Martin was particularly troubled, he wrote in his report, that Molina urged him not to report on what happened to Valles or other concerning incidents during recent weeks involving harm to people in custody. 

In a letter to the monitor, Molina warned Martin that filing the report would cause "great harm [to the Department] at a time when we are making great strides," and that such a report "will fuel the flames of those who believe that we cannot govern ourselves. Can that really be said about…[what happened to] Valles?"

The DOC did not answer questions posed in an email, instead responding with a statement from Commissioner Molina that read in part, "The Department of Correction is in a much better place today than it was during the last administration. We have brought this organization back from the brink of collapse and we will not be deterred in continuing our good work."

The revelation that Valles had a fractured skull, confirmed by multiple people familiar with the autopsy report, raises further questions about the DOC's initial suggestion that he simply suffered a heart attack, and raises the possibility that instead, he fell victim to the endemic violence of Rikers Island that was deemed so severe in the federal lawsuit that gave rise to the monitorship eight years ago that it constitutes a violation of the constitutional rights of the people held there.
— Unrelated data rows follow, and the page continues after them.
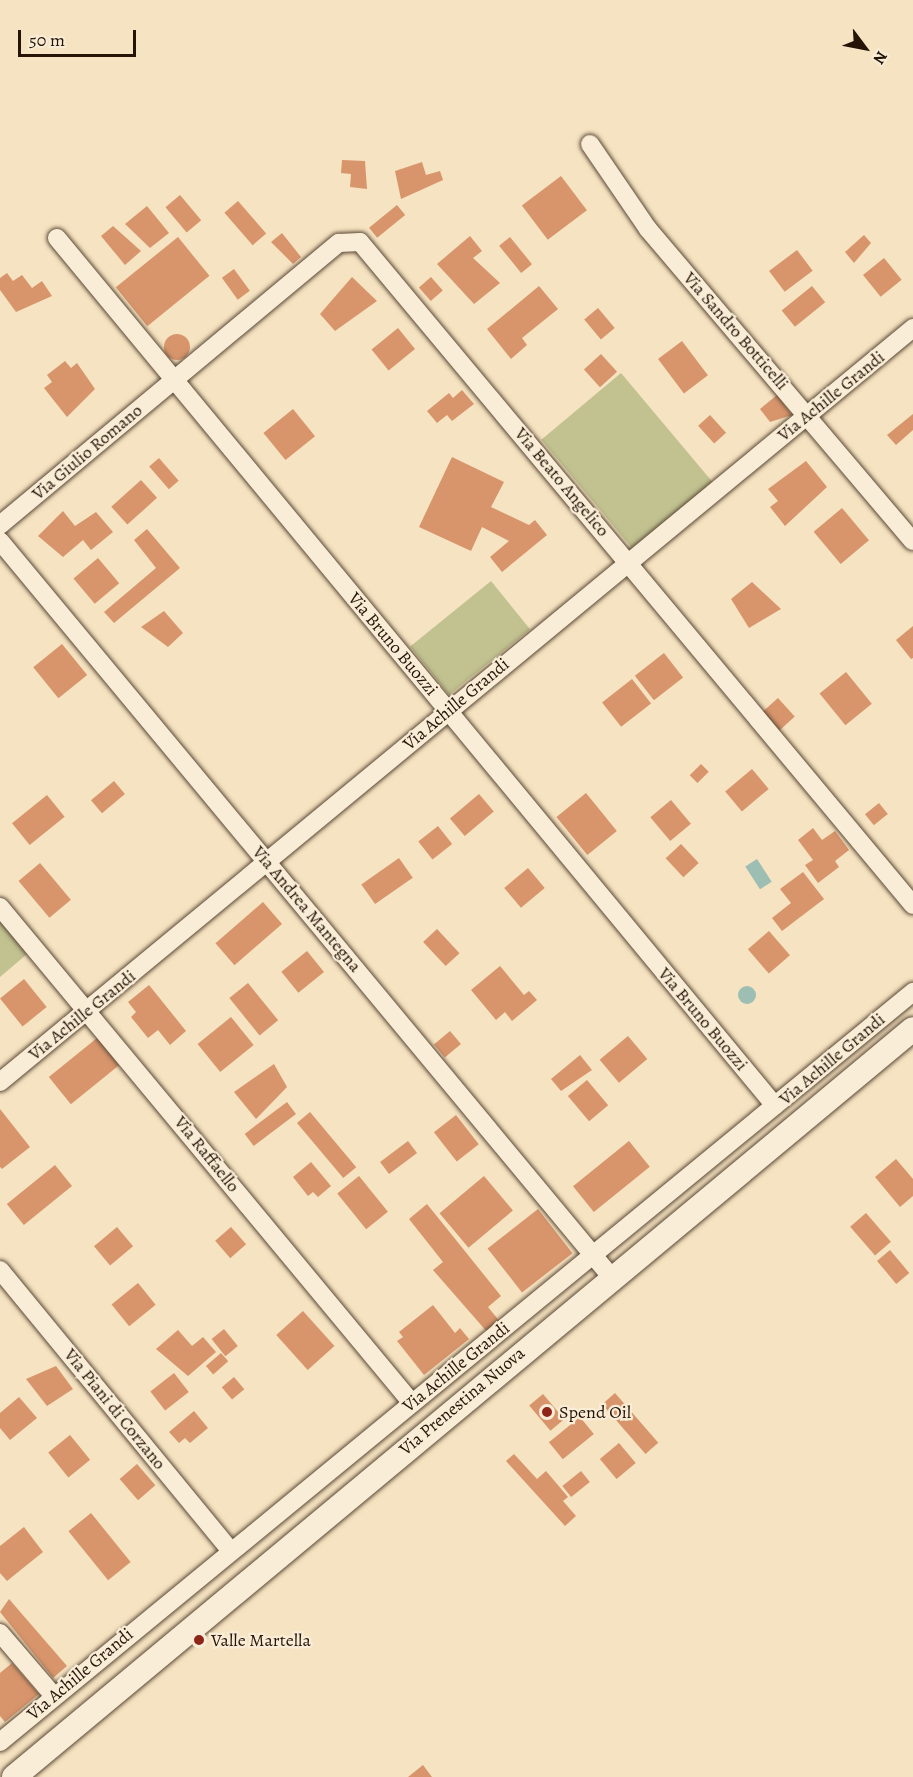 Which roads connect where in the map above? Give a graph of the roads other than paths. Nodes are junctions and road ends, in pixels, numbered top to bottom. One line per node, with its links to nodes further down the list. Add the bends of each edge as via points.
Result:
1 (590, 144): 5 (street, Via Sandro Botticelli, via 648,230)
2 (57, 238): 4 (street, Via Bruno Buozzi)
3 (913, 328): 5 (street, Via Achille Grandi)
4 (174, 379): 6 (street, Via Giulio Romano); 9 (street, Via Beato Angelico, via 339,243 360,242); 10 (street, Via Bruno Buozzi)
5 (809, 414): 8 (street, Via Sandro Botticelli); 9 (street, Via Achille Grandi)
6 (0, 525)
7 (0, 541): 11 (street, Via Andrea Mantegna)
8 (913, 541)
9 (628, 562): 10 (street, Via Achille Grandi); 12 (street, Via Beato Angelico)
10 (447, 710): 11 (street, Via Achille Grandi); 18 (street, Via Bruno Buozzi)
11 (269, 862): 15 (street, Via Achille Grandi); 19 (street, Via Andrea Mantegna)
12 (913, 904)
13 (0, 907): 15 (street, Via Raffaello)
14 (913, 992): 18 (street, Via Achille Grandi)
15 (87, 1009): 17 (street, Via Achille Grandi); 24 (street, Via Raffaello)
16 (913, 1029): 21 (main road, Via Prenestina Nuova)
17 (0, 1082)
18 (775, 1106): 19 (street, Via Achille Grandi)
19 (593, 1257): 21 (street, Via Andrea Mantegna); 22 (street, Via Achille Grandi)
20 (0, 1270): 25 (street, Via Piani di Corzano)
21 (613, 1279): 23 (main road, Via Prenestina Nuova)
22 (485, 1344): 23 (street); 24 (street, Via Achille Grandi)
23 (503, 1367): 29 (main road, Via Prenestina Nuova)
24 (412, 1403): 25 (street, Via Achille Grandi)
25 (229, 1549): 27 (street, Via Achille Grandi)
26 (0, 1633): 27 (street)
27 (54, 1696): 28 (street, Via Achille Grandi)
28 (0, 1742)
29 (14, 1777)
Stan Germán, the executive director of New York County Defender Services, who represented Valles in his criminal case, told Hell Gate that after Valles was admitted to the hospital, doctors ordered a CT scan of his brain and found significant swelling and signs of possible brain injury.

"He had significant brain damage," Germán said. "What we're hearing now about a cracked skull as part of the autopsy seems to suggest that something happened to him on Rikers Island that led to his death."
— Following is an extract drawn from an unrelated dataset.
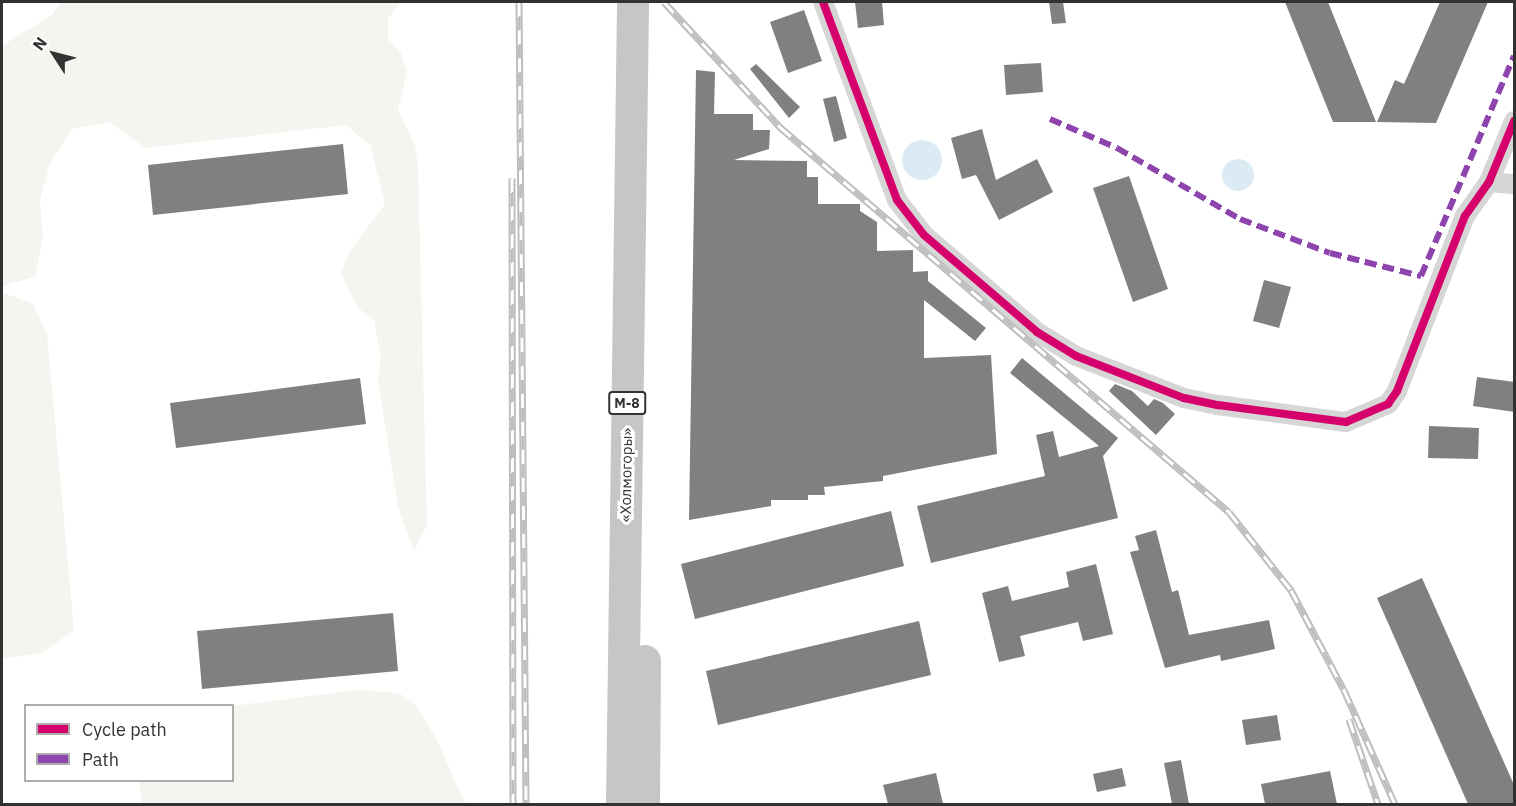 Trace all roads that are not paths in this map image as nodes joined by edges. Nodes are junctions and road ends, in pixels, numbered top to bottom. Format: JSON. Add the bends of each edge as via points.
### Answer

The Office of the Medical Examiner, which conducted the autopsy on Valles, did not respond to questions Tuesday night.

Valles had been lucid and engaged throughout his time on Rikers, Germán said. He was eager to get into a program that would offer him the treatment that he needed, and he was in regular communication with his mother, brother and sister.

After four days in the hospital, and still in custody, it became increasingly clear that Valles was effectively brain-dead and would not recover. On May 24, his family petitioned the court to adjust his bail status, and he was released from custody, Germán said, though at this point the distinction was negligible: He remained unresponsive in a hospital bed. Valles had been a registered organ donor, and on May 27 his organs were harvested and he was taken off life support. 

As of Tuesday afternoon, Germán said, Valles's mother and siblings had never been contacted by the Department of Correction, either to notify them of their son's health crisis or to offer condolences.

Whatever happened to Valles on Rikers that led to his death, he would not have been there at all but for bail reform rollbacks demanded by Governor Kathy Hochul and passed by the state legislature. 

Valles's addiction drove him to theft, Germán said, and he already had an open case for possession of stolen property and a stolen credit card from February when he was arrested again on April 7 and charged with burglary in the third degree. Both crimes are nonviolent, and neither, on their own, would have warranted bail. But because both offenses involved "harm" to the property of another, his second arrest triggered the "harm-on-harm" analysis pushed through the legislature by Hochul during the 2022 budget process in Albany, making him eligible for bail. Using the new latitude, Valles's judge set a $10,000 bail in his case. Valles did not have sufficient wealth to buy his freedom, and so he went to Rikers, and to his death.

"There are consequences to what Albany does," Germán said. "It would appear that the message every time we have a bail rollback from Albany to judges is, 'We don't have enough people in jail.' There are repercussions for that. But for the bail rollbacks, Joshua would be alive today."